## What you need to do
Among the lines below, which ones contain the word "other"? Copy every such line.

## Material to process
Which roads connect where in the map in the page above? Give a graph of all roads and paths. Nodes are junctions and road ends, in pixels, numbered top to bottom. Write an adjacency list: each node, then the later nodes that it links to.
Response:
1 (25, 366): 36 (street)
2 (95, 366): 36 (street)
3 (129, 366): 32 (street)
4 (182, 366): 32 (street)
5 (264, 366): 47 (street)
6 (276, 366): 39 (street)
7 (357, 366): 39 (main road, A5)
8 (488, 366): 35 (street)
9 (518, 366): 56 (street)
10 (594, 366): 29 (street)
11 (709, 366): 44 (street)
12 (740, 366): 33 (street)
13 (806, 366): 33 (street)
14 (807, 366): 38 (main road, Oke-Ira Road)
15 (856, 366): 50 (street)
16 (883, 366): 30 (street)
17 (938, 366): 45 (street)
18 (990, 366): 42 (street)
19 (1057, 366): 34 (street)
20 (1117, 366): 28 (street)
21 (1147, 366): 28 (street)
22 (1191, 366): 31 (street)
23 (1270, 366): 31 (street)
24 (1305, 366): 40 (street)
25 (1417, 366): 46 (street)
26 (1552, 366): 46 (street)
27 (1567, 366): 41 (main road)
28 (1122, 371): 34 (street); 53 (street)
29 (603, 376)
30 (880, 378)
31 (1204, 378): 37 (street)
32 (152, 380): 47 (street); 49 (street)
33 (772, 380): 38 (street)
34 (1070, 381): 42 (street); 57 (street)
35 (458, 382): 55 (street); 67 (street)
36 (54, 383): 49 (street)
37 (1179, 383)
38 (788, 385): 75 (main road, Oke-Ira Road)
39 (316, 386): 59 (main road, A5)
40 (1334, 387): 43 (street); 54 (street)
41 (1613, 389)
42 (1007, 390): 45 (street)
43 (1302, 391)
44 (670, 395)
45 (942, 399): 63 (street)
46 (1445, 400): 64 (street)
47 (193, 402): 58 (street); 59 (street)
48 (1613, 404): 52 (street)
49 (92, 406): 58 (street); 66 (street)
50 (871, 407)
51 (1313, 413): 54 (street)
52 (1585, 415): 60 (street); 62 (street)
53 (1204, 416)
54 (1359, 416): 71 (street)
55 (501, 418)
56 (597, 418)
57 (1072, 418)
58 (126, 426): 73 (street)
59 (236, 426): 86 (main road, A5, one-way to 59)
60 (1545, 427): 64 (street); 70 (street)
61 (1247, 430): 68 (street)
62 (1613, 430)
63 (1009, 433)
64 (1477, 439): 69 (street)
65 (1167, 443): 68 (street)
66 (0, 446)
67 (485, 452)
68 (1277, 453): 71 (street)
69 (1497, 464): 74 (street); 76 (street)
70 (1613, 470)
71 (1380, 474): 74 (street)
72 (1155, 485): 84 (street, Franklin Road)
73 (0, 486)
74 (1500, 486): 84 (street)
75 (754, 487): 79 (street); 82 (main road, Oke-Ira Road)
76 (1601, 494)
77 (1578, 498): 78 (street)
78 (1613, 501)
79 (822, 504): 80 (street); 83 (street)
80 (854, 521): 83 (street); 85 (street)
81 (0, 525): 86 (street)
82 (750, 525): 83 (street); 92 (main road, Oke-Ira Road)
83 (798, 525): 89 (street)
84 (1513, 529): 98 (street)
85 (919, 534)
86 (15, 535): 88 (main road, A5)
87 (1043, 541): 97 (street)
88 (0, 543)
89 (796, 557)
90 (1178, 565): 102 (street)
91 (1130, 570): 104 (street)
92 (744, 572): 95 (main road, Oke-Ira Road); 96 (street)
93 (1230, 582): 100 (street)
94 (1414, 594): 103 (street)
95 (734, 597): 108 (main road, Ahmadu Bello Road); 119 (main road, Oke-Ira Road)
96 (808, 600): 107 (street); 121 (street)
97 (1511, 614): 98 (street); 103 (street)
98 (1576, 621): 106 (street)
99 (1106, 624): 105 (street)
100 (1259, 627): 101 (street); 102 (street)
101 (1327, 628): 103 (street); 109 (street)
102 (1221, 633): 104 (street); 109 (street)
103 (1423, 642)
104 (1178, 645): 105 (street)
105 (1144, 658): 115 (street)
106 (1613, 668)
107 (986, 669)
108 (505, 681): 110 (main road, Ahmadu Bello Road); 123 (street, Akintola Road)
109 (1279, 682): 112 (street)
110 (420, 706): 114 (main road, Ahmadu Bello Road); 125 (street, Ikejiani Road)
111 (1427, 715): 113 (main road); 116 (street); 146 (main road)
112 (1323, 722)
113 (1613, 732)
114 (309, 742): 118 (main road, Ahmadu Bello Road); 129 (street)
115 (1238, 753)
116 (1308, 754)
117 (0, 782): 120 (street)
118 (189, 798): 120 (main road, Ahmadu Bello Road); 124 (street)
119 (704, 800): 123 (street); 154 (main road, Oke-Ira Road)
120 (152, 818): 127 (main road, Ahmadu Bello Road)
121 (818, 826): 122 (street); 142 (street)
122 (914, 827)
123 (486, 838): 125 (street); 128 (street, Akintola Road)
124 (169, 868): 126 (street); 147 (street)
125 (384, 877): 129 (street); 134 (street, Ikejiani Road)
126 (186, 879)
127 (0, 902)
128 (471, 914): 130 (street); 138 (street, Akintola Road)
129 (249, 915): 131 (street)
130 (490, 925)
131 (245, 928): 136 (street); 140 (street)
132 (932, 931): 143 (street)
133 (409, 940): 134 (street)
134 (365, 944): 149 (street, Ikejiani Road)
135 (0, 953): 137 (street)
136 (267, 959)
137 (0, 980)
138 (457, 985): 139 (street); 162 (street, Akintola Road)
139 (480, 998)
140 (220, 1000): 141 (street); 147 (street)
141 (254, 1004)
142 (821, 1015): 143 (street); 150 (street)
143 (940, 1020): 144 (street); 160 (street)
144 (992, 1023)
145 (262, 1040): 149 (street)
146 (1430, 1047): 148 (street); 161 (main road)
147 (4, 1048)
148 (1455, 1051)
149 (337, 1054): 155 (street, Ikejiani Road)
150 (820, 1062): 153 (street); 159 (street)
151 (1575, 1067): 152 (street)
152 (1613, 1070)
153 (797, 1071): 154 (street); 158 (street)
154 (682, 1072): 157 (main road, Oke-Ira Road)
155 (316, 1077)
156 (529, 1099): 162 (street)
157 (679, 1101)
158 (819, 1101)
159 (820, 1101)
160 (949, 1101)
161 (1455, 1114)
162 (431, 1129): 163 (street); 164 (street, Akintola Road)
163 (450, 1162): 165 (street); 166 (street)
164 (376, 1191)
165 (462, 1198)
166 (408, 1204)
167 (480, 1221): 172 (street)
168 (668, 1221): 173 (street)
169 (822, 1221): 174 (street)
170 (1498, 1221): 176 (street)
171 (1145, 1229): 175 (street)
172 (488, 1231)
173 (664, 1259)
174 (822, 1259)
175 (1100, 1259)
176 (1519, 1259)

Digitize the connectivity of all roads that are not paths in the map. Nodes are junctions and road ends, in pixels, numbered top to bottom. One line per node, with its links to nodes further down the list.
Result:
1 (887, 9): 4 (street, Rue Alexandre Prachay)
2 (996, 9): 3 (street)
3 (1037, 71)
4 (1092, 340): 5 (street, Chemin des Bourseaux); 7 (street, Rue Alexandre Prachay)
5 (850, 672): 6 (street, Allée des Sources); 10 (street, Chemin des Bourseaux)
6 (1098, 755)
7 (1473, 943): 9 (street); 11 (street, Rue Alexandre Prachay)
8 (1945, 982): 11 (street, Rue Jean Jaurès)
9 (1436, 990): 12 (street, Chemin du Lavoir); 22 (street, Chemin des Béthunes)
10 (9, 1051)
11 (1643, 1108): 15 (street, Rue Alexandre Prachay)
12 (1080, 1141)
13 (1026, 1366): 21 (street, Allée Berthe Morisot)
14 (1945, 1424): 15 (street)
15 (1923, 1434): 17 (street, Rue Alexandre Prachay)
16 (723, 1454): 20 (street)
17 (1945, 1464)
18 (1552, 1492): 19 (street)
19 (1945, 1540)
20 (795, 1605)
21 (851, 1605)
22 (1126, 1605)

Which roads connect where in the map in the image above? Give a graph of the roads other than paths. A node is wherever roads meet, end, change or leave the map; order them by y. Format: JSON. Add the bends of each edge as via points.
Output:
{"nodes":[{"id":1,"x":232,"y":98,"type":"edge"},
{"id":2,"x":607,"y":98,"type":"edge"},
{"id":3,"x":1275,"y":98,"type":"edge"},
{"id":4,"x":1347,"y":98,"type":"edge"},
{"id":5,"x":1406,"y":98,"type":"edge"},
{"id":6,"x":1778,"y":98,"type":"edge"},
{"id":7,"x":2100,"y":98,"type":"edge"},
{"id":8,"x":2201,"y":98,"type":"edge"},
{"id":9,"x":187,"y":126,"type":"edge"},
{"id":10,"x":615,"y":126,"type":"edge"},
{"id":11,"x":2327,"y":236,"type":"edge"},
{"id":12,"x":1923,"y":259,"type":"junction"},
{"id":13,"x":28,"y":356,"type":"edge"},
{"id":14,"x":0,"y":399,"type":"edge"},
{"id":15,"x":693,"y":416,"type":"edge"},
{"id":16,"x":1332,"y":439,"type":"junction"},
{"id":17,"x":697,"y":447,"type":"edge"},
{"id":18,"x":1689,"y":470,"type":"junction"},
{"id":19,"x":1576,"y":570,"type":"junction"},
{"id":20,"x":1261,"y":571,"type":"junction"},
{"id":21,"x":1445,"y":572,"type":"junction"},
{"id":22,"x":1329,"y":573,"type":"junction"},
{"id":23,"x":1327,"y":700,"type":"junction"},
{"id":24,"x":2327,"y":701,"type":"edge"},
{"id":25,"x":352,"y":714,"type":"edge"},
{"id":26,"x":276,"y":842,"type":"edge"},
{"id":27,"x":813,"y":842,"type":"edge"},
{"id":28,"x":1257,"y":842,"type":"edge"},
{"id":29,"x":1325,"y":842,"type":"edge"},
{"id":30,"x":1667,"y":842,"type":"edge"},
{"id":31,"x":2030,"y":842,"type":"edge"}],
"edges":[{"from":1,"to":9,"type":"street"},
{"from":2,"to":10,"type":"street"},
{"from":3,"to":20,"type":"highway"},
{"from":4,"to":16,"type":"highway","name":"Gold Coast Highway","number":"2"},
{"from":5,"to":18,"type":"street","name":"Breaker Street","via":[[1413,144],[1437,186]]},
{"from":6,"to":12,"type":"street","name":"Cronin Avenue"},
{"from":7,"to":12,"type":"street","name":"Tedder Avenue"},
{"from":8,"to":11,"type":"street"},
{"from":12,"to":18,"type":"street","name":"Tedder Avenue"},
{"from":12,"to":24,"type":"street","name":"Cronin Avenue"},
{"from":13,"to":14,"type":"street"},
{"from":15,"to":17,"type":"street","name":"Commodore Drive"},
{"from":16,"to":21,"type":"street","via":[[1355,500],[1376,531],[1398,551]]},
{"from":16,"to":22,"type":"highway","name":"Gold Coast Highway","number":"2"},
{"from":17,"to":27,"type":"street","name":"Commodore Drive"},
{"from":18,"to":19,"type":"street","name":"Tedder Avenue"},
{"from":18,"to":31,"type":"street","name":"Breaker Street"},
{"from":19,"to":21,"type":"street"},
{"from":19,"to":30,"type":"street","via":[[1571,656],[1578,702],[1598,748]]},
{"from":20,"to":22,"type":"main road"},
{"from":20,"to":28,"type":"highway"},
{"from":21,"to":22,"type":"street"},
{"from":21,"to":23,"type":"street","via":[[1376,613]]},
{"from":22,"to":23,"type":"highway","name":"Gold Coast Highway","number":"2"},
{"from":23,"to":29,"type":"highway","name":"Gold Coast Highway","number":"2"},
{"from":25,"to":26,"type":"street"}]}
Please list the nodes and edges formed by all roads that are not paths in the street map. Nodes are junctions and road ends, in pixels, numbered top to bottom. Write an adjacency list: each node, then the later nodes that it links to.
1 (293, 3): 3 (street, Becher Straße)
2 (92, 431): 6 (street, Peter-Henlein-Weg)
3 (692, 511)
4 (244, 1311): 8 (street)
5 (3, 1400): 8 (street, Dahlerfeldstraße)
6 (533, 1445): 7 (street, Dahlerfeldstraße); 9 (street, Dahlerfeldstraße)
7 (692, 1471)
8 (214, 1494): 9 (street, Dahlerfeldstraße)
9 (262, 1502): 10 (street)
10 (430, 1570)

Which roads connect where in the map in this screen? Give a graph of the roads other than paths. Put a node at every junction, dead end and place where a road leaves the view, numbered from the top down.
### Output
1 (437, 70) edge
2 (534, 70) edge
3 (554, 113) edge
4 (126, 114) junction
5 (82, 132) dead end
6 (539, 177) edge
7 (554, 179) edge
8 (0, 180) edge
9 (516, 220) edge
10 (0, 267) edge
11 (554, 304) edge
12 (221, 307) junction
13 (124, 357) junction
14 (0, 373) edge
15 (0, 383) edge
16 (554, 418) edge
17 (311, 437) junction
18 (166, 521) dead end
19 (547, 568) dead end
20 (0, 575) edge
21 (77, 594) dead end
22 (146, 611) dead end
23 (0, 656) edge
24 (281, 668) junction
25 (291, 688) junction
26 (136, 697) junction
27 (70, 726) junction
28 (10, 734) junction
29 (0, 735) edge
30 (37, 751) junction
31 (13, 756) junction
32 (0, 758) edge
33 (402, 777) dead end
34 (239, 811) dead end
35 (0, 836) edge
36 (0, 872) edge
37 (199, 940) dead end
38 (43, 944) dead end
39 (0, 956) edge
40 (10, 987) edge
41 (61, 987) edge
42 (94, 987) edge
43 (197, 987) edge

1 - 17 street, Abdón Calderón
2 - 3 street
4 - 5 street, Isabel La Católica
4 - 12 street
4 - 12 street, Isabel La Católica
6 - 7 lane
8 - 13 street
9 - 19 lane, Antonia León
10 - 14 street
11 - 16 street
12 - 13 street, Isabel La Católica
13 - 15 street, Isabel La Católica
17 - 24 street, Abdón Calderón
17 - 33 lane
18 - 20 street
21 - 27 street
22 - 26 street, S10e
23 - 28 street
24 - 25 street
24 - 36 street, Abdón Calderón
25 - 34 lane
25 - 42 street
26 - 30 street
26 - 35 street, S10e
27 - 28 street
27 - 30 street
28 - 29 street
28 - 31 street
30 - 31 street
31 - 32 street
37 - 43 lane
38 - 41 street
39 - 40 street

## Worked solution
Which roads connect where in the map in the image above? Give a graph of the roads other than paths. A node is wherever roads meet, end, change or leave the map; order them by y. Format: JSON. Add the bends of each edge as via points.
Which roads connect where in the map in this screen? Give a graph of the roads other than paths. Put a node at every junction, dead end and place where a road leaves the view, numbered from the top down.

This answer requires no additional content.